If the scheduling policy of the current process is ring, it is placed at the end of the run queue.
If the task status is TASK_INTERRUPTIBLE and it received a signal last time it was scheduled, its status becomes TASK_RUNNING; if the current process times out, its status becomes TASK_RUNNING; if the current process status is RUNNING, it keeps this status; Processes that are not RUNNING or INTERRUPTIBLE will be removed from the run queue. This means that processes other than RUNNING and INTERRUPTIBLE are not considered when the scheduler finds the most worthwhile processes to run.

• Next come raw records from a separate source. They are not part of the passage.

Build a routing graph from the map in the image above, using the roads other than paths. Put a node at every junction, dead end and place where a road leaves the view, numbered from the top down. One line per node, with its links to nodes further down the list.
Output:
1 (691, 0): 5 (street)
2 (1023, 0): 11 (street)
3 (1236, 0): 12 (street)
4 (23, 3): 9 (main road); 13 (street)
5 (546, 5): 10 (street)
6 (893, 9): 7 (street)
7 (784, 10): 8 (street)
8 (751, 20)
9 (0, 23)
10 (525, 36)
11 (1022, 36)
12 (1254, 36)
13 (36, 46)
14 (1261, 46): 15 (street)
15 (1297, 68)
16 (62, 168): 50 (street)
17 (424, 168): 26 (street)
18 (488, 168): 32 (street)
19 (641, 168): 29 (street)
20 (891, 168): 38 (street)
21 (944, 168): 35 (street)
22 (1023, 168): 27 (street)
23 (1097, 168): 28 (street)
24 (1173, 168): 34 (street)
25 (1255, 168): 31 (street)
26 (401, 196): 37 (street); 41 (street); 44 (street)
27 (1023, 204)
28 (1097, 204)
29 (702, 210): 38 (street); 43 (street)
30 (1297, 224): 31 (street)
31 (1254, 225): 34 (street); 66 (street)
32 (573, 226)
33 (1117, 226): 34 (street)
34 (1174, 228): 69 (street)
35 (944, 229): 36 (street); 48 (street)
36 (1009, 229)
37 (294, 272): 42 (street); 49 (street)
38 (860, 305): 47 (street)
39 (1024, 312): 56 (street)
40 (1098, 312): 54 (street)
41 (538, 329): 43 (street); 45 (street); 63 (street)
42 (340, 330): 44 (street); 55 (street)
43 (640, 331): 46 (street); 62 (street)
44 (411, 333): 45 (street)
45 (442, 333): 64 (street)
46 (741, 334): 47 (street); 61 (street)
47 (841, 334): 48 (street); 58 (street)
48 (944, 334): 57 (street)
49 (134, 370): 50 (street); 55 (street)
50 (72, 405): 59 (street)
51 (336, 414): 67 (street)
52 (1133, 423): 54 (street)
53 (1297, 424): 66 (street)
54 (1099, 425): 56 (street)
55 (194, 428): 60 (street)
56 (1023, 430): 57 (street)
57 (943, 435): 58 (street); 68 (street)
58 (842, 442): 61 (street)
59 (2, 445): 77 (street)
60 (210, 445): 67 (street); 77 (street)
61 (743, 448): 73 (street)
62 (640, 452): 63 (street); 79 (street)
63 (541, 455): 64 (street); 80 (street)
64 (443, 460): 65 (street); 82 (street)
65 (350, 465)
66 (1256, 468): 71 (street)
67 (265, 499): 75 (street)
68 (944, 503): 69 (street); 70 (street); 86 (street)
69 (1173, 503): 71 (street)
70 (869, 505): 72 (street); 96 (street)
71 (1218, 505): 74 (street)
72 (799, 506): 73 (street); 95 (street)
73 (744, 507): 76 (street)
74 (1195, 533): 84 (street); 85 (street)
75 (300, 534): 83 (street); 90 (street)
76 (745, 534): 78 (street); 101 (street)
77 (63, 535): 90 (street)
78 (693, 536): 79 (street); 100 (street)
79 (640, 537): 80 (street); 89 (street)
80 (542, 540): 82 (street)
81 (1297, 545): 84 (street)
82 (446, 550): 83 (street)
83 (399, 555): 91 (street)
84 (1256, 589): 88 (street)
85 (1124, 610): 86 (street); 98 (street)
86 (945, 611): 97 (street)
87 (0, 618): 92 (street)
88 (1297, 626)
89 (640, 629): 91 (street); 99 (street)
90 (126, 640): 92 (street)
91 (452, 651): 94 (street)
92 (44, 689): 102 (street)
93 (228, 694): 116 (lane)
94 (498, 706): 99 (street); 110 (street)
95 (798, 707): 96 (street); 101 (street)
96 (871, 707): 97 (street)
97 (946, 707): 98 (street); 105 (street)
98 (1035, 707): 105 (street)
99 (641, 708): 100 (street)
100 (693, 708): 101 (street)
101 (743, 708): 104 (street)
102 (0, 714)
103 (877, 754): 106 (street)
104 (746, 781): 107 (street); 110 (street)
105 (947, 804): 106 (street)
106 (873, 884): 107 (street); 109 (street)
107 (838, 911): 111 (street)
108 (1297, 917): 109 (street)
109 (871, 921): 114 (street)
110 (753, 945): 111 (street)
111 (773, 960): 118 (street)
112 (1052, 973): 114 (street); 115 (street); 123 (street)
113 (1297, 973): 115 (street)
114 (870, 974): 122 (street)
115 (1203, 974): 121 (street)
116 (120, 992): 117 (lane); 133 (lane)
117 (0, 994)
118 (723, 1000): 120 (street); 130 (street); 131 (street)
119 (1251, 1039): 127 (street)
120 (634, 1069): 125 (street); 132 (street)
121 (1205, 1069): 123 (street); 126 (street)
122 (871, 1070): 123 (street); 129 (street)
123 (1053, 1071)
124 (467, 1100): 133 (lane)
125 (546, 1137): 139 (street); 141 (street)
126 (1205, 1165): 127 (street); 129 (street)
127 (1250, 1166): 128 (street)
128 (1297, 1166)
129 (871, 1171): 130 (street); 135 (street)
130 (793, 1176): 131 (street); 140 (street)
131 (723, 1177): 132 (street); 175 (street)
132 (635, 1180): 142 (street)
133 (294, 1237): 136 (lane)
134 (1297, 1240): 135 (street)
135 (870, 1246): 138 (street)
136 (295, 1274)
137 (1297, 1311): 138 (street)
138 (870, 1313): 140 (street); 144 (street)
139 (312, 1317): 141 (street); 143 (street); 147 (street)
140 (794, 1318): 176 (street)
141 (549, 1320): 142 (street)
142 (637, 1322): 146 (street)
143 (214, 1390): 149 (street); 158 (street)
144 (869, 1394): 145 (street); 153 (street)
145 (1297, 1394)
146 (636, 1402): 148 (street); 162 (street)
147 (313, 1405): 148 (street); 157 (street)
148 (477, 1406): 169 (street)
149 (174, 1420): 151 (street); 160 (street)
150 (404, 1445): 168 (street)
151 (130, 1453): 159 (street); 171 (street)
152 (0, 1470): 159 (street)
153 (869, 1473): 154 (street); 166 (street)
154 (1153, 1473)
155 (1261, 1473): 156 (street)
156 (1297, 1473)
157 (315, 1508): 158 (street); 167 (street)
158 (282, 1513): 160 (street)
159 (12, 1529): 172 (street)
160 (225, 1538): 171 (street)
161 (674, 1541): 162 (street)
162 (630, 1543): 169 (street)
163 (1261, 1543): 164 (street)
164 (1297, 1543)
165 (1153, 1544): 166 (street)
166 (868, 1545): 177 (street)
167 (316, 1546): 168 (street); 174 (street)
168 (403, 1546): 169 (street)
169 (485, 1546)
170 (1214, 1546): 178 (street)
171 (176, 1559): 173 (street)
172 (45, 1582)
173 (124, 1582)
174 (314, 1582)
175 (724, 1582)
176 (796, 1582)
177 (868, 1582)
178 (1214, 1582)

The scheduler looks at the processes in the run queue, looking for the best process to run on. If there is a real-time process (with a real-time scheduling policy), it will be heavier than a normal process.

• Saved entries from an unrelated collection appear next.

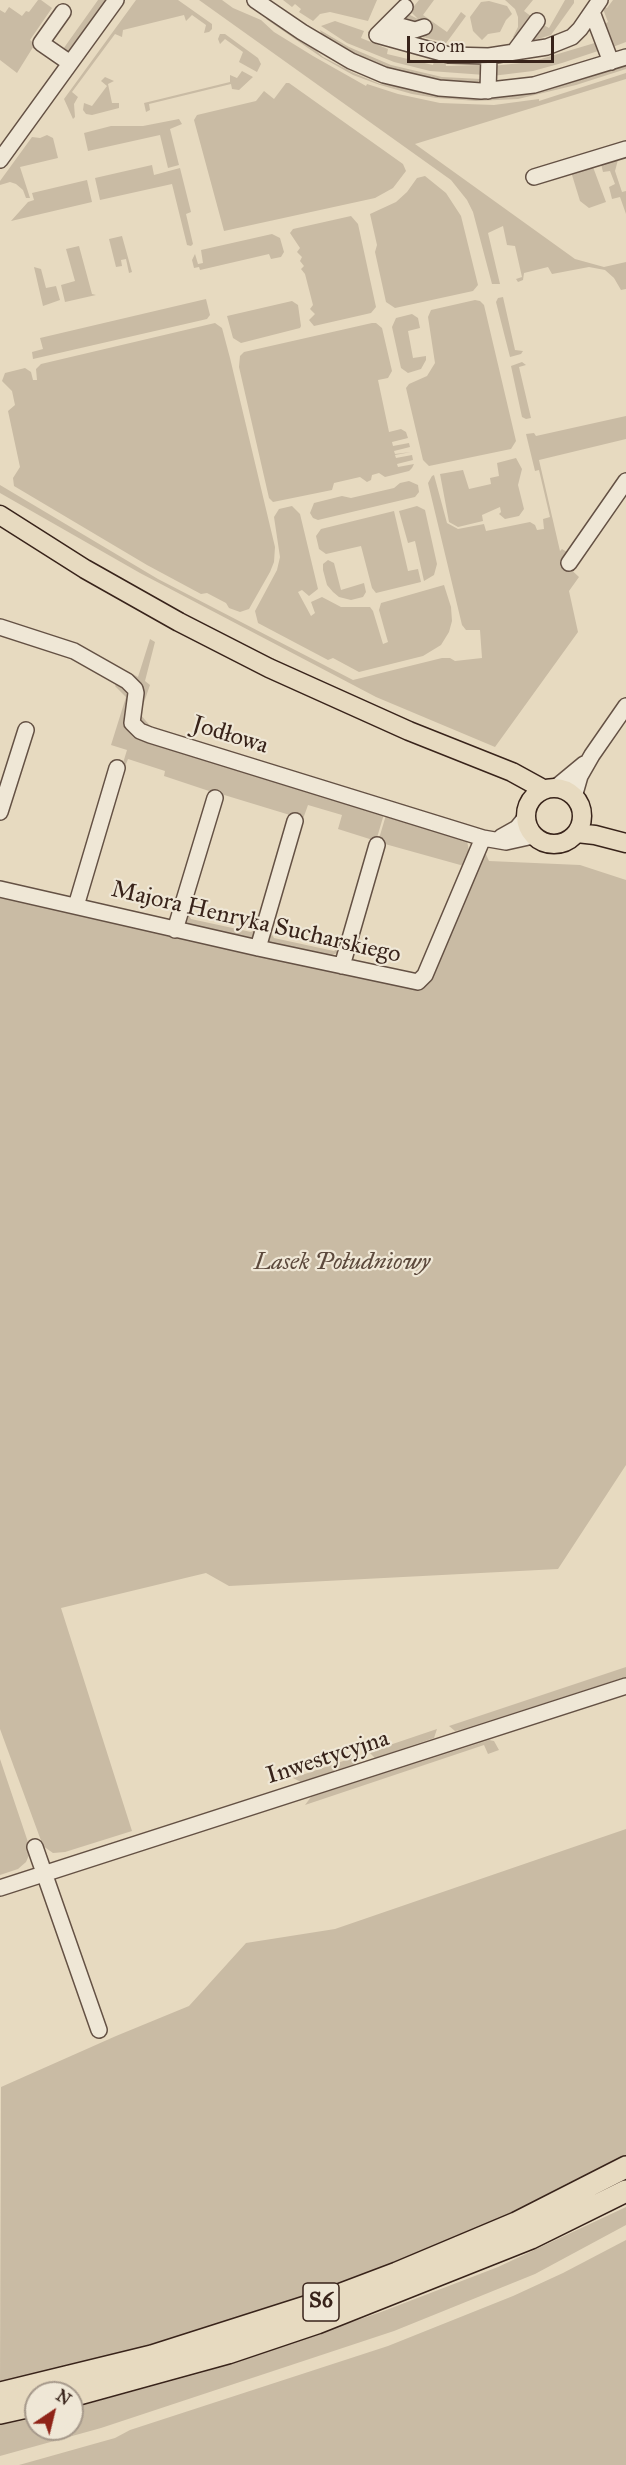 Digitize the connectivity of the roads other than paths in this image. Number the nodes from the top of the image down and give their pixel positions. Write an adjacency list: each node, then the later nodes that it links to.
1 (116, 0): 12 (street)
2 (255, 0): 13 (street)
3 (596, 6): 9 (street); 11 (street)
4 (405, 7): 7 (street)
5 (63, 12): 12 (street)
6 (537, 21): 9 (street)
7 (389, 23): 8 (street); 10 (street)
8 (424, 27)
9 (514, 52): 10 (street)
10 (489, 56): 13 (street)
11 (619, 60): 13 (street)
12 (70, 63): 15 (street)
13 (488, 91)
14 (626, 149): 16 (street)
15 (0, 160)
16 (534, 177)
17 (626, 481): 19 (street)
18 (0, 515): 24 (main road)
19 (569, 563)
20 (0, 627): 35 (street, Jodłowa)
21 (626, 706): 23 (street)
22 (26, 730): 30 (street)
23 (592, 755): 26 (street); 27 (street)
24 (485, 763): 26 (main road); 29 (main road)
25 (117, 768): 39 (street)
26 (549, 789): 27 (main road); 29 (main road)
27 (574, 797): 32 (main road)
28 (215, 798): 40 (street)
29 (527, 810): 33 (main road); 35 (street)
30 (0, 812)
31 (296, 821): 41 (street)
32 (579, 826): 33 (main road); 34 (main road); 36 (main road)
33 (533, 836): 35 (street)
34 (626, 838)
35 (489, 839): 42 (street, Majora Henryka Sucharskiego)
36 (626, 843)
37 (377, 845): 42 (street)
38 (0, 889): 39 (street, Majora Henryka Sucharskiego)
39 (76, 906): 40 (street, Majora Henryka Sucharskiego)
40 (175, 930): 41 (street, Majora Henryka Sucharskiego)
41 (258, 948): 42 (street, Majora Henryka Sucharskiego)
42 (342, 966)
43 (626, 1686): 45 (street, Inwestycyjna)
44 (35, 1847): 45 (street)
45 (43, 1874): 46 (street, Inwestycyjna); 47 (street)
46 (0, 1888)
47 (99, 2030)
48 (626, 2167): 50 (highway, S6)
49 (626, 2191): 51 (highway, S6)
50 (0, 2393)
51 (84, 2393)
52 (24, 2408): 53 (highway)
53 (0, 2413)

If the best process to run is not the current process, the current process must be suspended so that the new process can run.
schedule() function:
void schedule(void) { int i,next,c; struct task_struct ** p; /* check alarm, wake up any interruptible tasks that have got a signal */ for(p = &LAST_TASK ; p > &FIRST_TASK ; --p) if (*p) { if ((*p)->alarm && (*p)->alarm < jiffies) { (*p)->signal |= (1<<(SIGALRM-1)); (*p)->alarm = 0; } if ((*p)->signal && (*p)->state==TASK_INTERRUPTIBLE) (*p)->state=TASK_RUNNING; } /* this is the scheduler proper: */ while ( 1 ) { // This loop is to obtain the task with the highest counter of the task, as the task to be switched c = - 1 ; next = 0; i = NR_TASKS; p = &task[NR_TASKS]; while (--i) { if (!*--p) continue; if ((*p)->state == TASK_RUNNING && (*p)->counter > c) c = (*p)->counter, next = i; } if (c) break ; // If all task counters are the same and all are 0, then execute the following code to reset the counter of each task according to the order of tasks and the size of permissions for (p = &LAST_TASK ; p > &FIRST_TASK ; -- p) if (* p) (*p)->counter = ((*p)->counter >> 1) + (*p)->priority; } switch_to(next); // Switch task }
Other states of the implementation process in sched.c:
void sleep_on(struct task_struct **p) //进程休眠 { struct task_struct *tmp; if (! p) return ; if (current == &(init_task.task)) // initialization task cannot sleep panic( " task[0] trying to sleep " ); tmp = *p; *p = current; current->state = TASK_UNINTERRUPTIBLE; schedule(); if (tmp) tmp ->state= 0 ; // Let the process of **p enter the running state } void interruptible_sleep_on(struct task_struct **p) { struct task_struct *tmp; if (!p) return; if (current == &(init_task.task)) panic("task[0] trying to sleep"); tmp=*p; *p=current; repeat: current->state = TASK_INTERRUPTIBLE; schedule(); if (*p && *p != current) { ( **p).state= 0 ; // Wake up other processes first goto repeat; } *p=NULL; if (tmp) tmp ->state= 0 ; // Wake up the specified process } void wake_up(struct task_struct **p) { if (p && *p) { (**p).state=0; *p=NULL; } }
6. Views and impressions
The process model of Linux 0.01 is very simple, and the scheduling is also very streamlined, but in the process of continuous development of Linux, this initial version has long been unable to meet the needs of users. The current scheduling algorithm has been optimized much more than the original algorithm. On the basis of fair use of CPU, the priority of different processes can also be considered, giving the entire system a better user experience. Updates never stop and there is still a lot to learn.